HP comes up ACES with $2.5B NASA win

HP Enterprise Services won a $2.5 billion contract to manage NASA's IT services across all the agency's centers. Who did they beat to win the contract?

HP Enterprise Services won a $2.5 billion NASA contract to manage, secure and maintain its IT infrastructure across all of the agency’s research and flight centers. The program is called Agency Consolidated End-User Services, or ACES, and stretches out over 10 years.

The contract is a firm-fixed-price, task order contract with a four-year base period with two three-year option periods. The contract will be managed at the NASA Shared Services Center (NSSC) in Mississippi.

“The NASA contract is very important for HP and we are honored to have been selected," said Dennis Stolkey, senior vice president, HP Enterprise Services, U.S. Public Sector.

According to a source at NASA, only HP Enterprise Services and Lockheed Martin were in the final stages of the bidding. Lockheed Martin confirmed this to Washington Technology and offered a statement on the bidding.

“Our team is disappointed that NASA selected another solution to perform its consolidated end-user services," a spokesperson for Lockheed Martin said. "We submitted a ‘best-value’ solution based on our knowledge of the program and our understanding of NASA’s mission. We continue to serve NASA on other contracts. "

The ACES contract is NASA’s solution to develop a long-term outsourcing arrangement with the commercial sector to provide and manage most of NASA's personal computing hardware, agency-standard software, mobile IT services, peripherals and accessories, associated end-user services, and supporting infrastructure.

The contract award is part of the final stages of the restructuring of NASA's departmentwide IT infrastructure. ACES is one of five "towers"of the agency's IP3 IT overhaul (the desktop/end user component). With the $2.5 billion award, the project has passed the halfway mark for the reported $4.3 billion dollar project.

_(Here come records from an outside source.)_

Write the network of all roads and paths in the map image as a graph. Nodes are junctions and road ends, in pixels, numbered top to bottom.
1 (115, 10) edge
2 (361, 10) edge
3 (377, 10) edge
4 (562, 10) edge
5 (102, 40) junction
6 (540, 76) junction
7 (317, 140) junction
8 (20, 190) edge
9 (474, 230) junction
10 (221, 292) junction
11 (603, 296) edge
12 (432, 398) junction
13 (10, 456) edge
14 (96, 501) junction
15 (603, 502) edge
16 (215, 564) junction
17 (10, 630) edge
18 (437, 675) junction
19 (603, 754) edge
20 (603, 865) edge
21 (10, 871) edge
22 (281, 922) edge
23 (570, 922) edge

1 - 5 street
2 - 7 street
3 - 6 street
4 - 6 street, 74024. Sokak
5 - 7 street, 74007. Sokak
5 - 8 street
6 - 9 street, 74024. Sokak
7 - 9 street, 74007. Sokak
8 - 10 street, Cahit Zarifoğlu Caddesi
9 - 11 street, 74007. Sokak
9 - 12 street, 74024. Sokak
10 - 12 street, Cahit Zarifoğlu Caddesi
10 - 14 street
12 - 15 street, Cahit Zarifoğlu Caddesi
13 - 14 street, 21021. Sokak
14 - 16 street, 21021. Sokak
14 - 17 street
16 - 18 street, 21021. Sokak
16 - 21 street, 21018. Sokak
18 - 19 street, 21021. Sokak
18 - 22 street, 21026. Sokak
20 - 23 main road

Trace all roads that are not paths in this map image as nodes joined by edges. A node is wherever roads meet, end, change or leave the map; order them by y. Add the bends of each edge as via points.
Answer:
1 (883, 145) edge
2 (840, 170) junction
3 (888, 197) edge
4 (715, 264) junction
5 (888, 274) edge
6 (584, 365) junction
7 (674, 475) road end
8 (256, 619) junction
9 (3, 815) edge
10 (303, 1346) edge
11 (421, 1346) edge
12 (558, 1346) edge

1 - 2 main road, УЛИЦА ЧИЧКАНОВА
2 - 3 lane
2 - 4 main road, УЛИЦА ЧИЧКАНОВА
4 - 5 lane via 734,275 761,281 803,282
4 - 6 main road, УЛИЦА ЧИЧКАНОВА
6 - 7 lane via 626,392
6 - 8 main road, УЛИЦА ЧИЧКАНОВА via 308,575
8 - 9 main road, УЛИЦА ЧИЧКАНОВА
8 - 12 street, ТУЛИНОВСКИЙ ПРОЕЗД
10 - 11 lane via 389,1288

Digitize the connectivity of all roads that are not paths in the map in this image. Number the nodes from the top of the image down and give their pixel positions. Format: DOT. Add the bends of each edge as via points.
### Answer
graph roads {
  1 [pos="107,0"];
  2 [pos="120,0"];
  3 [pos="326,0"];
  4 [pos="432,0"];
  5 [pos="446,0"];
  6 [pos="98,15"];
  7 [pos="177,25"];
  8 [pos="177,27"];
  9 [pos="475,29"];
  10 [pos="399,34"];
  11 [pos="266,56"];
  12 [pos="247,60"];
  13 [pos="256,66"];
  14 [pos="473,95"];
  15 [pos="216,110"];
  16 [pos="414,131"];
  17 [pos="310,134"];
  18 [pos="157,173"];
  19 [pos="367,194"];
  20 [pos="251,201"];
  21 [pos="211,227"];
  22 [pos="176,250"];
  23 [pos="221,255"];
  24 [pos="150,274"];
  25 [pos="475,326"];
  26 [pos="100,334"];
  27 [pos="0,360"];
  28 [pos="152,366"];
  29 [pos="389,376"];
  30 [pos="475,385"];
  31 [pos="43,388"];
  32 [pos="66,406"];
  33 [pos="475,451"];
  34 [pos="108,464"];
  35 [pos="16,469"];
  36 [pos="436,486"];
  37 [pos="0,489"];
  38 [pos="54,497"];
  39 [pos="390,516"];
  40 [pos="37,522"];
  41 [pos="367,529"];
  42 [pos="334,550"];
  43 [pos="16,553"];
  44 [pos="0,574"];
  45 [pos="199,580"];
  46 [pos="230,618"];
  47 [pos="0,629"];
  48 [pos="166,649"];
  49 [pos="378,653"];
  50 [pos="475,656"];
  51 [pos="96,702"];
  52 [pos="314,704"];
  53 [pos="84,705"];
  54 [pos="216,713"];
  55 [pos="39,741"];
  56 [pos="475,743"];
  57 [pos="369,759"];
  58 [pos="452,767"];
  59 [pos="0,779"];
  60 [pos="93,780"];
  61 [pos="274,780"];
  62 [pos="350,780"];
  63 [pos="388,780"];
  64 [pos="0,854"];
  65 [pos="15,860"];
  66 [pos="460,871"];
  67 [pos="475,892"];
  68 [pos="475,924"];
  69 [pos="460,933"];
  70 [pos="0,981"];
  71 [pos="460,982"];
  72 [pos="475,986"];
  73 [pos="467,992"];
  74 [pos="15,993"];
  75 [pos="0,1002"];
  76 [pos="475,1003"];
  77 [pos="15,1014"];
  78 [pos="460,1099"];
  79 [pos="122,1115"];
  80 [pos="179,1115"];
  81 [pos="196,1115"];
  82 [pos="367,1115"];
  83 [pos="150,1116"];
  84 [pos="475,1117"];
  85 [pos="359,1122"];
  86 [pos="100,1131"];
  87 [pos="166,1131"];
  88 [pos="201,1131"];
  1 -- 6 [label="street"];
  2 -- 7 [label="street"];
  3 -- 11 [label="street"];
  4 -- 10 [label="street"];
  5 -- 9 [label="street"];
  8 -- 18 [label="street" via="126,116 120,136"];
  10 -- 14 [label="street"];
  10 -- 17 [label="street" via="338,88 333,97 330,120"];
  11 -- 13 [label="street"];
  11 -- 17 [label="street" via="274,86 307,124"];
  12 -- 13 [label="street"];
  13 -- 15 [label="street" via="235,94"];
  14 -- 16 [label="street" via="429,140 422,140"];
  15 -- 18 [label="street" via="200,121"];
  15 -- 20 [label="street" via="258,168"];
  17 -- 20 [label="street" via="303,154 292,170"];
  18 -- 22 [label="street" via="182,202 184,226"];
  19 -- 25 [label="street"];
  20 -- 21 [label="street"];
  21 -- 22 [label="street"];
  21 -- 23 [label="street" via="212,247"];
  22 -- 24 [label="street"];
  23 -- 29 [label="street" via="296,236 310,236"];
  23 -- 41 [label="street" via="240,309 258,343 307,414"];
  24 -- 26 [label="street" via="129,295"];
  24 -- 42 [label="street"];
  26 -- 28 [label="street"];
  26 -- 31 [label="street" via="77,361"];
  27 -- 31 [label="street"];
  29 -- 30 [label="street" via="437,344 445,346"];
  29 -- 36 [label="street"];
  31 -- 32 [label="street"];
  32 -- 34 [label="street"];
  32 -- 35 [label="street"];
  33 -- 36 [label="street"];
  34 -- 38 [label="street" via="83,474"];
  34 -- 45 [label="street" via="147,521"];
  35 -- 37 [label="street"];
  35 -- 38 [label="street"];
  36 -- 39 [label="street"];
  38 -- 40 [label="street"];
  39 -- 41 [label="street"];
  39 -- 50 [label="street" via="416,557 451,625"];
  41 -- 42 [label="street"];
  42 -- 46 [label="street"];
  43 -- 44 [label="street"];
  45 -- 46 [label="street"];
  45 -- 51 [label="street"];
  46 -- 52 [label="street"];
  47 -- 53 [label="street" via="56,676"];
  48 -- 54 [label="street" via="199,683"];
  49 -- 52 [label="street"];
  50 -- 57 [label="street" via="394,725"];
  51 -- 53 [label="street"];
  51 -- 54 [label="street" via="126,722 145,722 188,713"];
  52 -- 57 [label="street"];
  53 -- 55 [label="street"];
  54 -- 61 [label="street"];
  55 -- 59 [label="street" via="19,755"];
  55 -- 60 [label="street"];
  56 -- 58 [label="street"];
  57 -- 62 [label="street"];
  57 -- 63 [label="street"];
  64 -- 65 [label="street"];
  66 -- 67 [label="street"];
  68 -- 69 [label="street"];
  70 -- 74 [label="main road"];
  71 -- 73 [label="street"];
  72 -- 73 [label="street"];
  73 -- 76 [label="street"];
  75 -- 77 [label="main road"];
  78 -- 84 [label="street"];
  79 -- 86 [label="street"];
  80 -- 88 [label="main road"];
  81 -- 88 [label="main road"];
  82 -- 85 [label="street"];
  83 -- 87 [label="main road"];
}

Previously, a lot of NASA's managed services had been provided through the Outsourcing Desktop Initiative for NASA (ODIN) contract that was awarded to Lockheed Martin and had been in place for the last 10 years. Most of what was managed through ODIN will now be moved to the ACES project.

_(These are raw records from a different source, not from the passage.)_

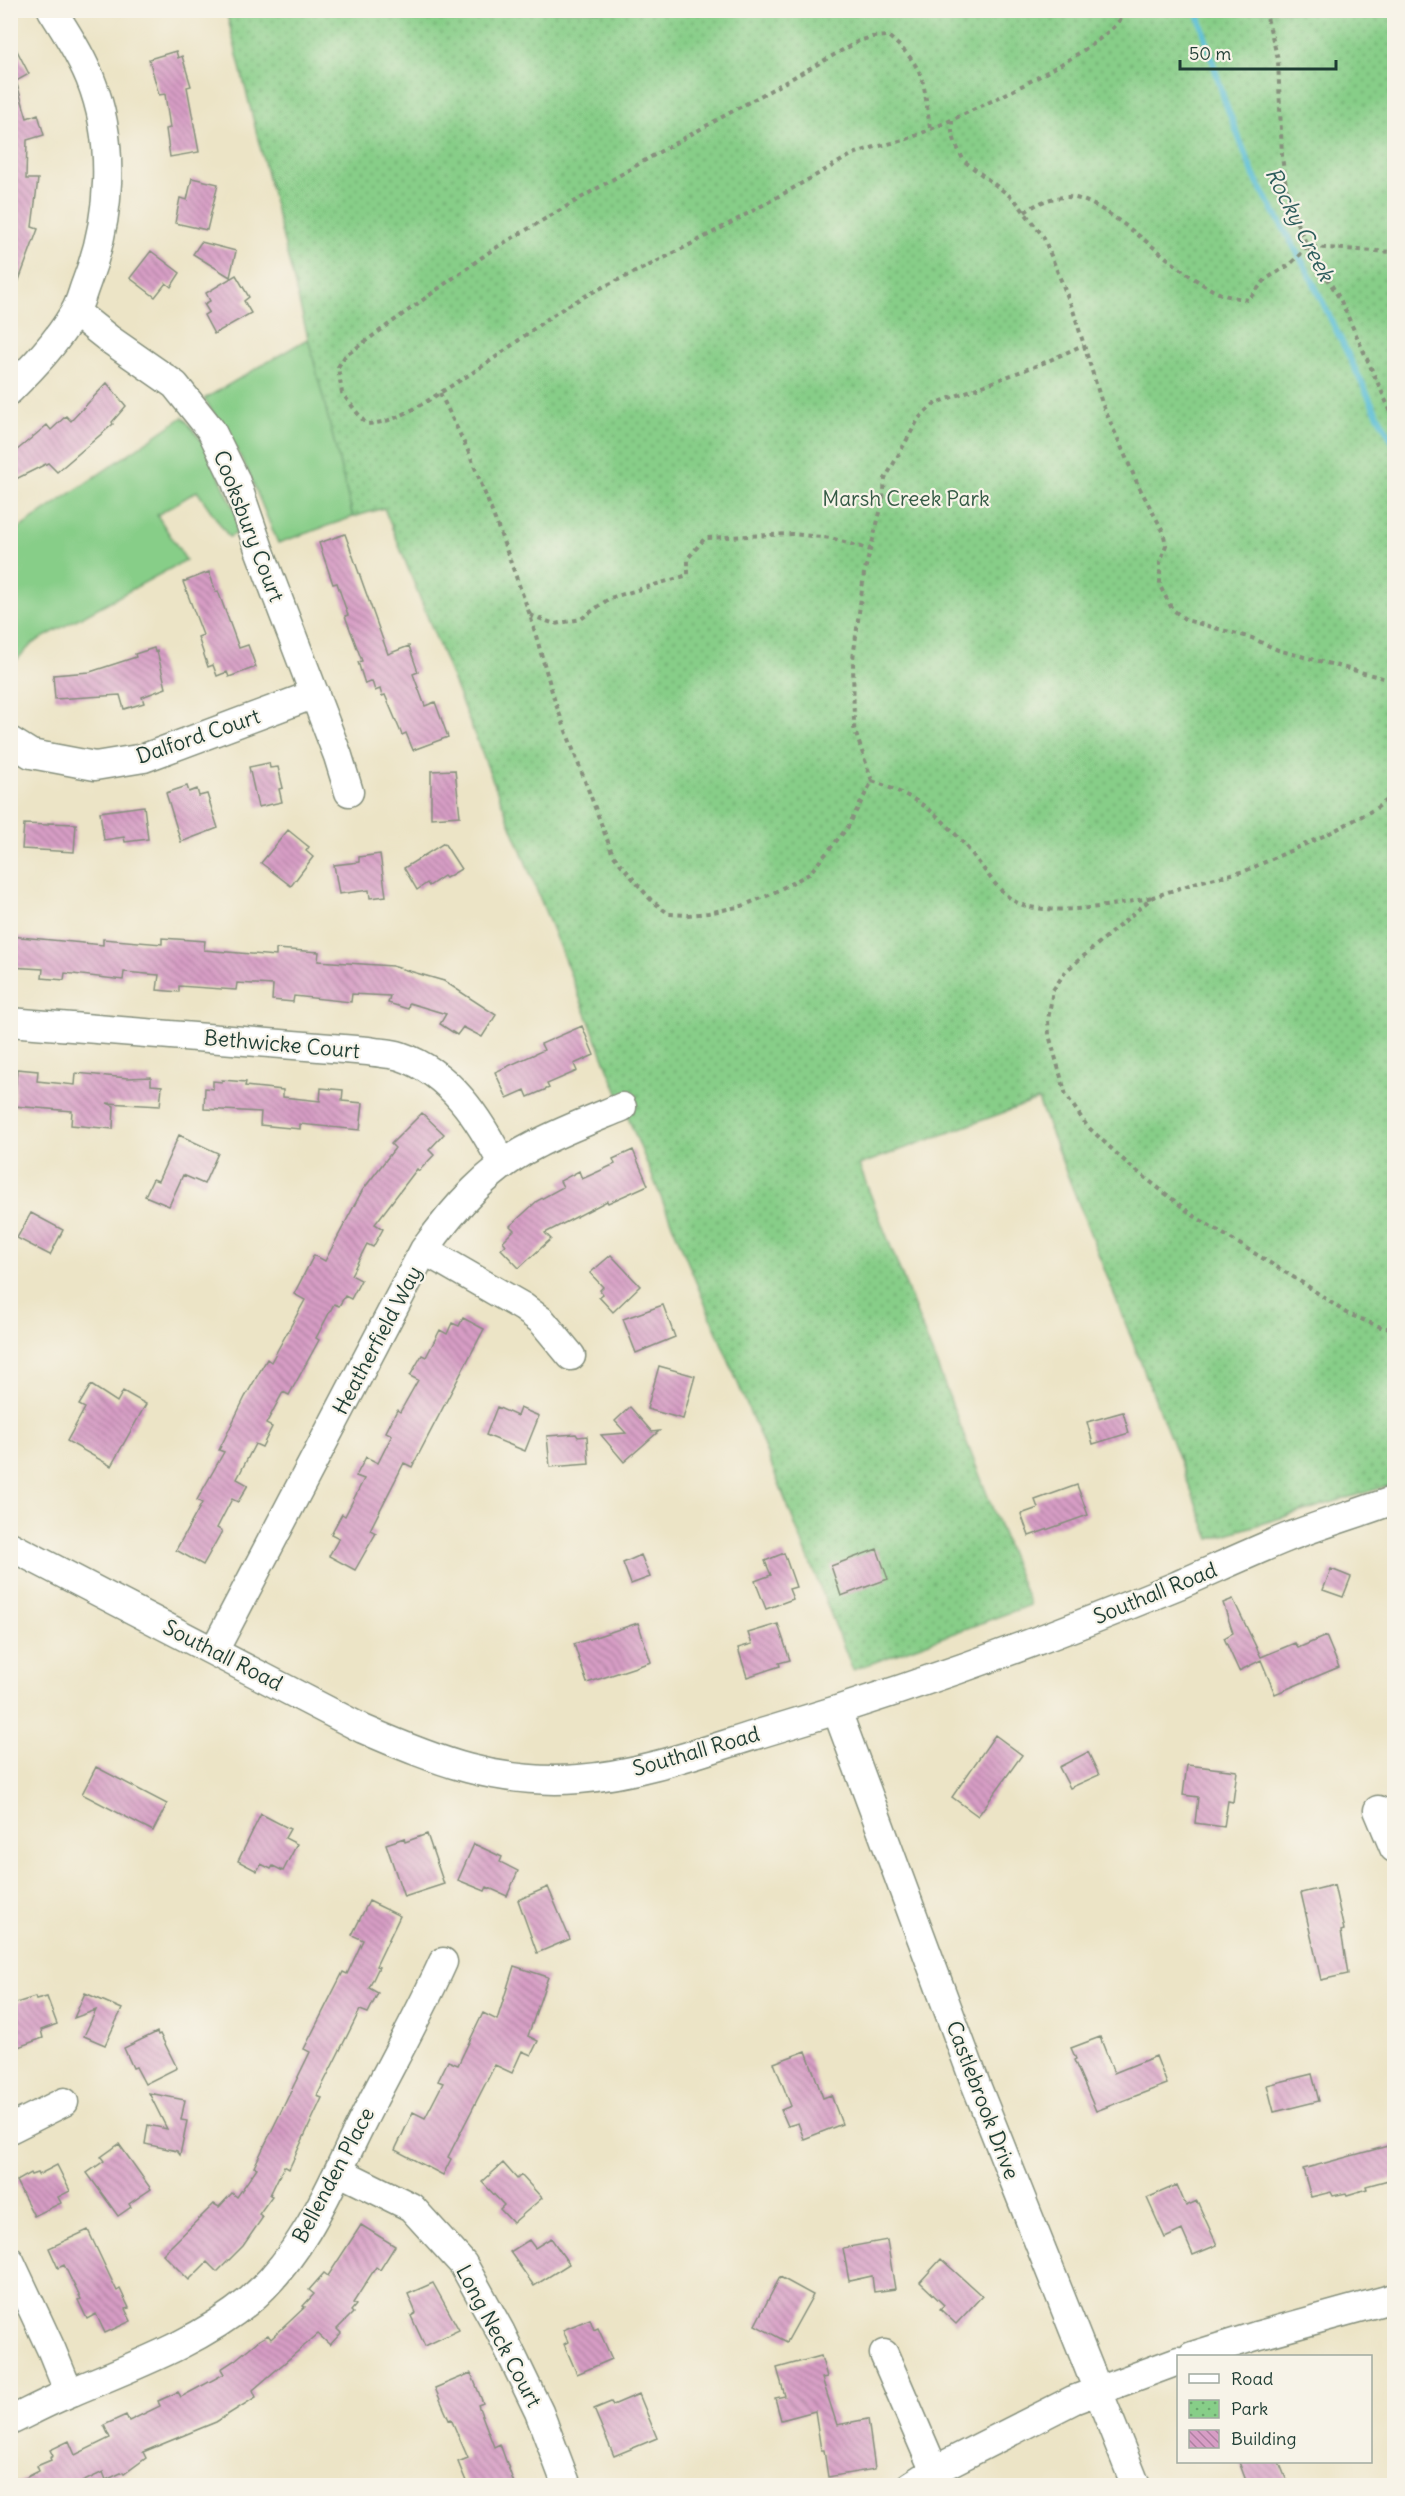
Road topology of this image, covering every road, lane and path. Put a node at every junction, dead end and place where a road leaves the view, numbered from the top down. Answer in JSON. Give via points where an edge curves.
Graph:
{"nodes":[{"id":1,"x":52,"y":10,"type":"edge"},
{"id":2,"x":1126,"y":10,"type":"edge"},
{"id":3,"x":1264,"y":10,"type":"edge"},
{"id":4,"x":952,"y":120,"type":"junction"},
{"id":5,"x":930,"y":129,"type":"junction"},
{"id":6,"x":1025,"y":212,"type":"junction"},
{"id":7,"x":1308,"y":247,"type":"junction"},
{"id":8,"x":1395,"y":252,"type":"edge"},
{"id":9,"x":75,"y":312,"type":"junction"},
{"id":10,"x":1083,"y":345,"type":"junction"},
{"id":11,"x":10,"y":390,"type":"edge"},
{"id":12,"x":440,"y":393,"type":"junction"},
{"id":13,"x":1395,"y":419,"type":"edge"},
{"id":14,"x":871,"y":550,"type":"junction"},
{"id":15,"x":530,"y":615,"type":"junction"},
{"id":16,"x":1395,"y":681,"type":"edge"},
{"id":17,"x":315,"y":694,"type":"junction"},
{"id":18,"x":10,"y":741,"type":"edge"},
{"id":19,"x":872,"y":781,"type":"junction"},
{"id":20,"x":349,"y":792,"type":"dead end"},
{"id":21,"x":1395,"y":795,"type":"edge"},
{"id":22,"x":1153,"y":897,"type":"junction"},
{"id":23,"x":10,"y":1022,"type":"edge"},
{"id":24,"x":622,"y":1107,"type":"dead end"},
{"id":25,"x":503,"y":1165,"type":"junction"},
{"id":26,"x":424,"y":1250,"type":"junction"},
{"id":27,"x":1395,"y":1328,"type":"edge"},
{"id":28,"x":571,"y":1356,"type":"dead end"},
{"id":29,"x":1395,"y":1500,"type":"edge"},
{"id":30,"x":10,"y":1546,"type":"edge"},
{"id":31,"x":214,"y":1651,"type":"junction"},
{"id":32,"x":837,"y":1711,"type":"junction"},
{"id":33,"x":1378,"y":1810,"type":"dead end"},
{"id":34,"x":1395,"y":1848,"type":"edge"},
{"id":35,"x":443,"y":1962,"type":"dead end"},
{"id":36,"x":64,"y":2102,"type":"dead end"},
{"id":37,"x":10,"y":2129,"type":"edge"},
{"id":38,"x":340,"y":2172,"type":"junction"},
{"id":39,"x":10,"y":2261,"type":"edge"},
{"id":40,"x":1395,"y":2298,"type":"edge"},
{"id":41,"x":884,"y":2354,"type":"dead end"},
{"id":42,"x":1195,"y":2355,"type":"edge"},
{"id":43,"x":1177,"y":2362,"type":"edge"},
{"id":44,"x":1098,"y":2390,"type":"junction"},
{"id":45,"x":69,"y":2393,"type":"junction"},
{"id":46,"x":10,"y":2421,"type":"edge"},
{"id":47,"x":938,"y":2478,"type":"edge"},
{"id":48,"x":567,"y":2486,"type":"edge"},
{"id":49,"x":910,"y":2486,"type":"edge"},
{"id":50,"x":1136,"y":2486,"type":"edge"}],
"edges":[{"from":1,"to":9,"type":"street","via":[[90,79],[107,152],[105,210],[96,258]]},
{"from":2,"to":4,"type":"path","via":[[1123,20],[1111,31],[1066,60]]},
{"from":3,"to":7,"type":"path","via":[[1278,59],[1286,187]]},
{"from":4,"to":5,"type":"path"},
{"from":4,"to":6,"type":"path","via":[[952,132],[964,160],[1006,191]]},
{"from":5,"to":12,"type":"path","via":[[849,157],[731,223],[577,300]]},
{"from":5,"to":12,"type":"path","via":[[927,96],[917,66],[904,49],[888,36],[859,41],[613,178],[478,259],[345,356],[338,368],[342,393],[366,423],[393,420]]},
{"from":6,"to":7,"type":"path","via":[[1040,201],[1068,197],[1087,202],[1221,294],[1248,300],[1266,279]]},
{"from":6,"to":10,"type":"path","via":[[1057,268]]},
{"from":7,"to":8,"type":"path"},
{"from":7,"to":13,"type":"path","via":[[1340,299]]},
{"from":9,"to":11,"type":"street","via":[[44,357]]},
{"from":9,"to":17,"type":"street","name":"Cooksbury Court","via":[[175,385],[211,430],[235,479]]},
{"from":10,"to":14,"type":"path","via":[[934,404],[919,418],[885,479]]},
{"from":10,"to":16,"type":"path","via":[[1102,403],[1163,531],[1166,545],[1160,563],[1160,586],[1172,609],[1186,620],[1252,638],[1278,650]]},
{"from":12,"to":15,"type":"path","via":[[470,455]]},
{"from":14,"to":15,"type":"path","via":[[831,538],[792,534],[705,538],[688,558],[688,575],[610,598],[581,619],[555,624]]},
{"from":14,"to":19,"type":"path","via":[[853,659],[854,728]]},
{"from":15,"to":19,"type":"path","via":[[555,702],[613,855],[651,900],[669,914],[688,915],[742,906],[808,874],[848,827]]},
{"from":17,"to":18,"type":"street","name":"Dalford Court","via":[[144,758],[95,766],[31,754]]},
{"from":17,"to":20,"type":"street","name":"Cooksbury Court"},
{"from":19,"to":22,"type":"path","via":[[901,791],[943,819],[997,885],[1017,902],[1047,909],[1081,908]]},
{"from":21,"to":22,"type":"path","via":[[1328,834],[1245,871]]},
{"from":22,"to":27,"type":"path","via":[[1066,971],[1053,990],[1048,1008],[1049,1035],[1066,1095],[1087,1126],[1194,1216],[1346,1313],[1383,1328]]},
{"from":23,"to":25,"type":"street","name":"Bethwicke Court","via":[[399,1056],[424,1067],[447,1084],[475,1116]]},
{"from":24,"to":25,"type":"street","name":"Heatherfield Way","via":[[536,1144]]},
{"from":25,"to":26,"type":"street","name":"Heatherfield Way","via":[[471,1192]]},
{"from":26,"to":28,"type":"street","via":[[523,1307],[542,1321]]},
{"from":26,"to":31,"type":"street","name":"Heatherfield Way"},
{"from":29,"to":32,"type":"street","name":"Southall Road","via":[[1288,1538],[1048,1636]]},
{"from":30,"to":31,"type":"street","name":"Southall Road"},
{"from":31,"to":32,"type":"street","name":"Southall Road","via":[[363,1729],[416,1752],[474,1772],[525,1779],[579,1779],[630,1771]]},
{"from":32,"to":44,"type":"street","name":"Castlebrook Drive","via":[[976,2085]]},
{"from":33,"to":34,"type":"street"},
{"from":35,"to":38,"type":"street","name":"Bellenden Place"},
{"from":36,"to":37,"type":"street"},
{"from":38,"to":45,"type":"street","name":"Bellenden Place","via":[[280,2270],[249,2300],[161,2355]]},
{"from":38,"to":48,"type":"street","name":"Long Neck Court","via":[[411,2207],[463,2264],[539,2412]]},
{"from":39,"to":45,"type":"street"},
{"from":40,"to":42,"type":"street"},
{"from":41,"to":47,"type":"street"},
{"from":43,"to":44,"type":"street"},
{"from":44,"to":47,"type":"street","via":[[1073,2400]]},
{"from":44,"to":50,"type":"street","name":"Castlebrook Drive"},
{"from":45,"to":46,"type":"street","name":"Bellenden Place"},
{"from":47,"to":49,"type":"street"}]}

"The majority of ODIN will transfer to the ACES project," said Mike Sweigart, director of procurement at NASA's Shared Services Center. "Anything that plugs into a wall, multifunctional devices, mobile, smart phones, virtual seats ... ."

The center opened in 2006 on the grounds of NASA’s Stennis Space Center near Kiln, Miss. It is a public/private initiative between NASA and Computer Sciences Corp. Its purpose is to consolidate NASA activities from all NASA centers in the areas of financial management, human resources, IT and procurement.

Hewlett Packard of Palo Alto, Ca., ranks No. 12 on Washington Technology’s 2010 Top 100 list of the largest federal government contractors.